Vienne, au début des années 1980. Artiste indépendante et mère célibataire, Perla s’est construit une nouvelle vie avec Josef, son mari autrichien, et Júlia, sa fille. Mais le jour où Andrej, le père de Júlia, sort de prison et tente de reprendre contact, le passé ressurgit. Poussée à retourner en Tchécoslovaquie communiste qu’elle avait quittée, Perla entreprend un dangereux voyage, quitte à mettre en péril son avenir et celui de sa fille.
Perla s’impose comme un drame à double lecture : intime, par le prisme de la maternité, du couple, de l’identité ; et politique, en explorant les conséquences d’un régime autoritaire sur les trajectoires personnelles de ses citoyens. La cinéaste slovaque et autrichienne Alexandra Makarová tisse ici un récit où les émotions s’entrechoquent aux contraintes sociales et historiques. Sans jamais céder au didactisme, le film met en lumière la difficulté d’être une femme et une artiste dans un monde régi par des structures patriarcales. Perla rappelle aussi que, parfois, l’exil ne résout pas tout.

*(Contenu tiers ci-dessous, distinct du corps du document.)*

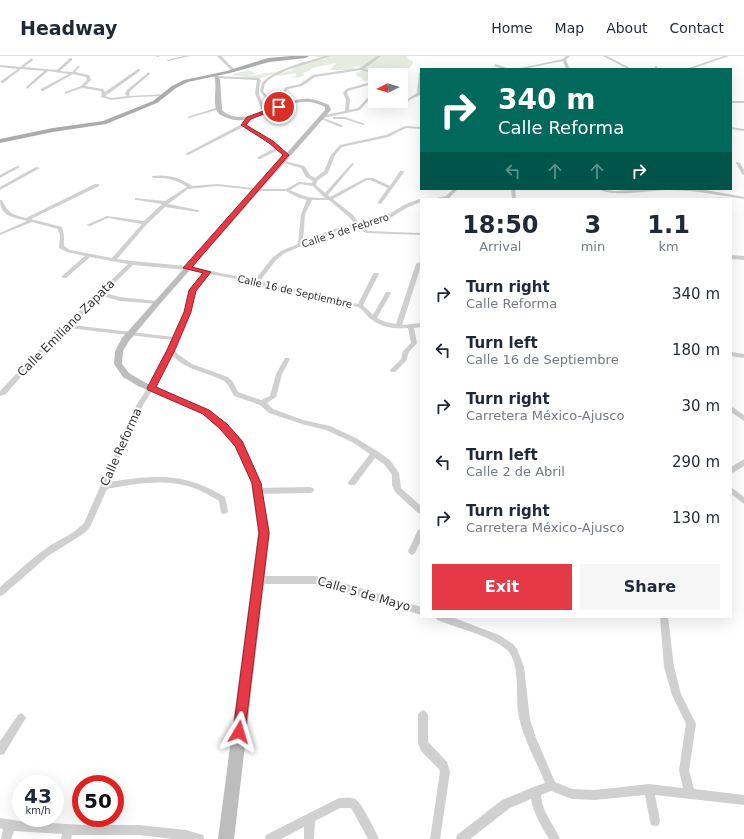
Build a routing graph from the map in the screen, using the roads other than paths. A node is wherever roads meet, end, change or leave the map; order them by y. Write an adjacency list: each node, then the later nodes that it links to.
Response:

Pour incarner Perla, la réalisatrice a choisi Rebeka Poláková, comédienne slovaque au jeu brut et nuancé. Venue du théâtre et non germanophone, elle a sû relever le défi en apprenant ses dialogues phonétiquement. Ce décalage nourrit d’ailleurs le trouble du personnage, à la fois opaque et puissamment déterminé. La comédienne donne à Perla une présence magnétique qui fait résonner toute la complexité de cette femme ni héroïque ni lisse, mais foncièrement libre. À travers elle, le film esquisse aussi un récit puissamment féministe : celui d’une femme qui cherche à se réapproprier son histoire, à s’émanciper des hommes qui l’entourent et, plus largement, à s’affranchir des choix qu’une société patriarcale a tenté de lui imposer.
Le personnage de Perla est très souvent enfermé dans un cadre resserré, à l’image de sa réalité oppressante. La caméra cherche des angles discrets, capte les reflets, filme les portes entrouvertes dans une volonté d’accentuer l’idée d’un passé toujours présent et d’une mémoire visuelle collective teintée de nostalgie. Une scène marquante, inspirée d’un rituel patriarcal, fait basculer le film dans une ambiance quasi cauchemardesque : symbole d’une violence structurelle que Perla ne pourra plus ignorer.
Au cœur du film, la relation mère-fille incarne les traces laissées par les choix passés. Júlia hérite malgré elle des décisions de Perla, et devient le miroir d’une génération prise entre deux mondes. Le personnage de Perla est peintre : ses toiles, qui sont les véritables œuvres de la mère de la cinéaste, traduisent un besoin d’expression dans un monde qui cherche à la faire taire.
On a voulu lui dicter sa vie : se taire, rester, se sacrifier - pour sa fille, pour son mari, pour la société. Mais Perla a toujours refusé de s’enfermer dans un rôle : elle n’est pas seulement mère ou épouse, elle est aussi artiste. Dans une époque fermée par la censure, elle affirme sa voix, coûte que coûte, et reprend en main un destin qu’on a tenté de lui arracher, à elle comme à tant d’autres femmes.
Conçu dans le cadre du programme d’écriture de scénario destiné aux autrices “If she can see it, she can be it”, Perla est une ode à toutes celles qui, comme son héroïne, refusent de se laisser enfermer. En rendant hommage aux femmes de sa lignée, la réalisatrice construit ainsi un pont entre passé et présent, et signe une œuvre universelle. Un récit de résistance douce, de courage silencieux et d’une force rare.
Émouvant et engagé, Perla est à découvrir en salle dès maintenant.